Oberlin itself is a college town, flat, pretty, and full of things to do that seem interesting as long as you know you don't have to live there. We searched a long time for a parking spot before going to Reunion Central, where we found out that we were assigned a room in a dorm that Beff always wanted to live in, but didn't get the luck of the draw. For you see, this dorm has a turret room. We didn't get the turret, but we did get to relive dorm chic -- single beds on opposite sides of the room, a walk-in closet half the size of the room, and modular desks and dressers. Not to mention, undressing in front of naked men in the bathroom in the morning. It was at the end of a hallway, which made it seemingly fairly quiet. A buffet of usual buffet suspects was available to us in the common room, so we did what we could with it -- why, some of it was almost food-like.

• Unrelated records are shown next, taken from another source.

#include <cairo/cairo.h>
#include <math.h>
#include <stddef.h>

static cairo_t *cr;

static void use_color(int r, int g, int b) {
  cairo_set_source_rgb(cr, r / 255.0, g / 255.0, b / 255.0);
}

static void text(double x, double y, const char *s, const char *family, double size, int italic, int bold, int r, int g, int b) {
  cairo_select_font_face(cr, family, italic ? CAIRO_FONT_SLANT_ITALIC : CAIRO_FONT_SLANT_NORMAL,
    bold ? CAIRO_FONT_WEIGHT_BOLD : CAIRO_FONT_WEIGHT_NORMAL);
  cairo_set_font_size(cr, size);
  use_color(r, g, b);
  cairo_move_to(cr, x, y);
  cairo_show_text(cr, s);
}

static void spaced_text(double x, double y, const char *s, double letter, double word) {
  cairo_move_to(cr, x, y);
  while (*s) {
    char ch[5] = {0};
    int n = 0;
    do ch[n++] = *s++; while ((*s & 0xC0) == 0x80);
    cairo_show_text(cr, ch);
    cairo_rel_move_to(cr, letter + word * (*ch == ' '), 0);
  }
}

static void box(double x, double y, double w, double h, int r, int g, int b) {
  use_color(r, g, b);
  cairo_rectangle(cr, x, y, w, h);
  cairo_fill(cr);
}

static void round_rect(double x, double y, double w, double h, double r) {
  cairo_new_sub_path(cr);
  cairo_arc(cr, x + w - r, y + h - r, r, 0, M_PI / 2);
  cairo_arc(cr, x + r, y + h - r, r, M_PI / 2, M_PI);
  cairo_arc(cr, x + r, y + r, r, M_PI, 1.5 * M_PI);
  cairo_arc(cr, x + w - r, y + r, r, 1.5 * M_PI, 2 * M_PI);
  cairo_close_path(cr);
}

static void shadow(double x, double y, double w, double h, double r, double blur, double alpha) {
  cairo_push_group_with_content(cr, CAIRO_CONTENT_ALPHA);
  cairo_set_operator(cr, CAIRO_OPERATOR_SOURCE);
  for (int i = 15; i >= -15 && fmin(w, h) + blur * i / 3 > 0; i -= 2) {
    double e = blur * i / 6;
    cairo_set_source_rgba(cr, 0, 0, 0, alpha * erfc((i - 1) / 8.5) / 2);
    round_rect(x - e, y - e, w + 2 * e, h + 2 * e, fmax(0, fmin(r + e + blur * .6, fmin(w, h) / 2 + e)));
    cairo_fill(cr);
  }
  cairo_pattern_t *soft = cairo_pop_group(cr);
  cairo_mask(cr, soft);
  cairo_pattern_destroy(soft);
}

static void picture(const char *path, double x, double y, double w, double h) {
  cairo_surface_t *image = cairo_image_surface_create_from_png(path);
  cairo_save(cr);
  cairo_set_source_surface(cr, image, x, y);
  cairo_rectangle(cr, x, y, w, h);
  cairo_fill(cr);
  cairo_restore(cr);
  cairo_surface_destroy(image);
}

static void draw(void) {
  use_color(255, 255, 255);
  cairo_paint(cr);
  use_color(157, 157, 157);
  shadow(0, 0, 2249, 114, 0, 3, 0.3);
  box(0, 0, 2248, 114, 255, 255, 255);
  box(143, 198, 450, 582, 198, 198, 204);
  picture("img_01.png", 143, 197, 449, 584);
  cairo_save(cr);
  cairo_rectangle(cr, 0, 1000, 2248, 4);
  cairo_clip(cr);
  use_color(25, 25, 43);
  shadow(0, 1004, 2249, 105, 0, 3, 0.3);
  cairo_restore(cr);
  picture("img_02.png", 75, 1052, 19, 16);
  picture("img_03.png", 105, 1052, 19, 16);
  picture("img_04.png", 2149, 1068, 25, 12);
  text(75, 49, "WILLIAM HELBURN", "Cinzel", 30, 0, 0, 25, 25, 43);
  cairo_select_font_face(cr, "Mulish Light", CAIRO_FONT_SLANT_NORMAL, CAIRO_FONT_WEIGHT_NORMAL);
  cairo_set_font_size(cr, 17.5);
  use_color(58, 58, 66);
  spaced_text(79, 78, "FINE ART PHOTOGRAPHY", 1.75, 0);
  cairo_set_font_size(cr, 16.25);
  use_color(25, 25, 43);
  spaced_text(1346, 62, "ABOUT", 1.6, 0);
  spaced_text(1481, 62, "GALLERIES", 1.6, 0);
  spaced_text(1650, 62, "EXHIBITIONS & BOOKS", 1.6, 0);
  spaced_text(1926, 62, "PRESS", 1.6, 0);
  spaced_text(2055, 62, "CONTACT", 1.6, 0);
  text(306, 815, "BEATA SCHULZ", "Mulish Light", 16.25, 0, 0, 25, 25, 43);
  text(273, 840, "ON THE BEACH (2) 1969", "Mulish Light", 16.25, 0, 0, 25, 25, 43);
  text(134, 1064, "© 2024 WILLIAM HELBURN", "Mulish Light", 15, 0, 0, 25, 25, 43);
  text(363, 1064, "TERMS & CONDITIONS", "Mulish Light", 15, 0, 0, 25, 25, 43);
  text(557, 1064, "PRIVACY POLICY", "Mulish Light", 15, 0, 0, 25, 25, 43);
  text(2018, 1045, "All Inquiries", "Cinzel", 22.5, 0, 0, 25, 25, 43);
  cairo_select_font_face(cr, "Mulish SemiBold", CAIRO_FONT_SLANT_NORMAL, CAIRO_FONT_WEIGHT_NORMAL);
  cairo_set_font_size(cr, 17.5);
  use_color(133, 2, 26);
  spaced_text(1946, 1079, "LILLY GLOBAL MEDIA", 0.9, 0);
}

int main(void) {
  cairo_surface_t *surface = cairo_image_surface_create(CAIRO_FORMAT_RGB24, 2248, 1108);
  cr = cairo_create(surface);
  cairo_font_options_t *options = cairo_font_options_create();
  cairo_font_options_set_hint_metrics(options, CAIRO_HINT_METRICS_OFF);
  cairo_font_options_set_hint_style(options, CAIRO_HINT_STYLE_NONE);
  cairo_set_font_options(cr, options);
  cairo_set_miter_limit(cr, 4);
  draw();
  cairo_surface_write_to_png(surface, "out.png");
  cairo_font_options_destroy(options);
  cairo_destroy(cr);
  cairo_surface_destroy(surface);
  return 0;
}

Beff reconnected with several people from her dorm and external apartment days, and it became somewhat of a clique. Indeed, if there is anything to describe our corner of the reunion, it is Chickfest. Plenty of graduates from the college came to the reunion, but Beff was one of a very few graduates of the Con (conservatory) to come. One of the few non-chicks encountered was the husband of Teresa McCollough, a noted Davy interpreter, but Teresa herself was not there. In fact, this thing about the spouse coming along with the reunioner was not too common. The men's room was on our floor, and ladies rooms on other floors. Ah, the long walk to the bathroom sure brought back memories -- very, very dim ones.